14NEXT PAGEAPPENDIX A
CHARTER OF THE AUDIT COMMITTEE OF THE BOARD
OF DIRECTORS OF LSB FINANCIAL CORP.
I. Statement of Policy
The Audit Committee (the "Committee") is appointed by the Board of Directors (the "Board") of LSB Financial Corp. (The "Corporation") to represent and provide assistance to the Board in fulfilling its oversight responsibility relating to the integrity of the Corporation's financial statements and the financial reporting processes; the systems of internal accounting and financial controls; the Corporation's compliance with legal and regulatory requirements; the annual independent audit of the Corporation's financial statements; the independent auditors' qualifications and independence; the performance of the Corporation's internal audit function and independent auditors and any other areas specified by the Board of potential financial risks to the Corporation. The Committee shall annually prepare a report to shareholders as required by the Securities and Exchange Commission (the "SEC") for inclusion in the Corporation's annual proxy statement. In discharging its duties and responsibilities, the Committee is empowered to investigate any matter brought to its attention, with full access to all necessary books, records, and personnel of the Corporation, and has the authority to retain at the Corporation's expense special legal, accounting or other advisors, consultants or experts as it deems appropriate.
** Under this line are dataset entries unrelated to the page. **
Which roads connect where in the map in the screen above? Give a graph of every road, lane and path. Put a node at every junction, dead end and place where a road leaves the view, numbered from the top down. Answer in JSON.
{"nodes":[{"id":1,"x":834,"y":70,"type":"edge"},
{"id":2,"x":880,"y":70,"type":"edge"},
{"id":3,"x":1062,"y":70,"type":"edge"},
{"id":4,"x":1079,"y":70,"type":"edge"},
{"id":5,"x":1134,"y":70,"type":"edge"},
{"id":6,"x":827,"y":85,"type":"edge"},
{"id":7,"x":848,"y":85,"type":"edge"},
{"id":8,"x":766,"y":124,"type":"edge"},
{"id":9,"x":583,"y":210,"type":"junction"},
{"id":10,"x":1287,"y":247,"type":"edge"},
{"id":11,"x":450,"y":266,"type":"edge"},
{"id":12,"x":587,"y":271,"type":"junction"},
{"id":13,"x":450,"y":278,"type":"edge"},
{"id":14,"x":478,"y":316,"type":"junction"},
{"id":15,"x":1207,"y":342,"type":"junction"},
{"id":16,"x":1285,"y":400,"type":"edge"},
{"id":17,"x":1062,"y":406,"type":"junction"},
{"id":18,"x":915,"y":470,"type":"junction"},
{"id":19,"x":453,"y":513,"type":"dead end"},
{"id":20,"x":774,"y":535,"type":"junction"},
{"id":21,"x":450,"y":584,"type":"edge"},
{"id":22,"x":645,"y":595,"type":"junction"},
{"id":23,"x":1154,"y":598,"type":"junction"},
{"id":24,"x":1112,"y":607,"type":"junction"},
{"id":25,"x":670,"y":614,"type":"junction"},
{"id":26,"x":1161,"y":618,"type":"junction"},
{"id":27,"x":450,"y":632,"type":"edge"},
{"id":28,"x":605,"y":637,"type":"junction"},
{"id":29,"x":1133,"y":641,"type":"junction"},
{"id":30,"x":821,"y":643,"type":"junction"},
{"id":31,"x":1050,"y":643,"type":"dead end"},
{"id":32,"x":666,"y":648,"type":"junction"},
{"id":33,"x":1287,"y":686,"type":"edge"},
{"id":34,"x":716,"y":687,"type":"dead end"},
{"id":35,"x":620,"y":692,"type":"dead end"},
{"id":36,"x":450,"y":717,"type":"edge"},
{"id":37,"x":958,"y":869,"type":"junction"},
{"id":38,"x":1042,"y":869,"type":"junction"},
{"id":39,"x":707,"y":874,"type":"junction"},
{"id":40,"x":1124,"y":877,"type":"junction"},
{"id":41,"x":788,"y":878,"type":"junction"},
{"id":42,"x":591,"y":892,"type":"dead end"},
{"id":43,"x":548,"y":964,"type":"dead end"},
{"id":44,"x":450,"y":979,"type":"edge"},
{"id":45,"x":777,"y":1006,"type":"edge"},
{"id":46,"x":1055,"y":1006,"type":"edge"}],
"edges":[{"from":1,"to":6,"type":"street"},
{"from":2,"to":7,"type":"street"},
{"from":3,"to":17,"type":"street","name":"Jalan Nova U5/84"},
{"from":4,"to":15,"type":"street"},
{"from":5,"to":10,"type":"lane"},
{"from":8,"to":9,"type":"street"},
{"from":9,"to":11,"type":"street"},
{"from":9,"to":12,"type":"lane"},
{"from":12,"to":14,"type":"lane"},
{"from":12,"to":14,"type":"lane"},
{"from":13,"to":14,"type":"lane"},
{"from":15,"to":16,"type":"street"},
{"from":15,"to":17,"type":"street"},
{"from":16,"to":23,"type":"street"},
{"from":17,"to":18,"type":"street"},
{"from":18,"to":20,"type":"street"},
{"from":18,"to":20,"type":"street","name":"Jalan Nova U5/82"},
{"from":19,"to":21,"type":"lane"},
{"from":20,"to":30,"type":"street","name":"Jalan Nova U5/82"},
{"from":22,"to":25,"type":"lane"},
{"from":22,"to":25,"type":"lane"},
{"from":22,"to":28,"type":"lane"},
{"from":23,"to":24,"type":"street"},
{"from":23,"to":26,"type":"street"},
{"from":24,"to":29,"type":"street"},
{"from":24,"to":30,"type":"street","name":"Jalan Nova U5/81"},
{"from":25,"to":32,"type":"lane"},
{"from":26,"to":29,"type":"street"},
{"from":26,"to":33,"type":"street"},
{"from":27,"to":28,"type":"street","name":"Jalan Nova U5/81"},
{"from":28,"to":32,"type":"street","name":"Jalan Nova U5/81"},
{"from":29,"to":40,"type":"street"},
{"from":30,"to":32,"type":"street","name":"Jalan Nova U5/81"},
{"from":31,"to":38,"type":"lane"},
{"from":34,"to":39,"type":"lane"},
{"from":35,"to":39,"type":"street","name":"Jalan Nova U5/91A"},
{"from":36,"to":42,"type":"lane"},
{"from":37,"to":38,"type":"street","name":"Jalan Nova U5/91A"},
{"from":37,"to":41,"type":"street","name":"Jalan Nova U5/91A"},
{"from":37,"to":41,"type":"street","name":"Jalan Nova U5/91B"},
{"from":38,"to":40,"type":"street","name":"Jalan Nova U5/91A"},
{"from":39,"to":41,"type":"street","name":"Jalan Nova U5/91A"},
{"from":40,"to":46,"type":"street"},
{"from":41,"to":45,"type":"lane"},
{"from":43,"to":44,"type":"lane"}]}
In fulfilling its responsibilities, it is recognized that members of the Committee are not employees of the Corporation. The Corporation's management is responsible for preparing the Corporation's financial statements. The independent auditors are responsible for auditing the Corporation's annual financial statements and reviewing the Corporation's quarterly financial statements prior to the filing of the Corporation's annual and quarterly reports on Form 10-KSB and 10-QSB with the SEC. It is not the duty or responsibility of the Committee or its members to conduct auditing or accounting reviews or procedures or to determine that the Corporation's financial statements and disclosures are complete and accurate and are in accordance with generally accepted accounting principles ("GAAP") and applicable rules and regulations. These are the responsibilities of management and the independent auditors. Each member of the committee shall be entitled to rely on the integrity of those persons and organizations within and outside the Corporation from whom and from which he or she receives information and the accuracy of the financial and other information provided to the Committee by such persons or organizations, absent actual knowledge to the contrary (which shall be promptly reported to the Board).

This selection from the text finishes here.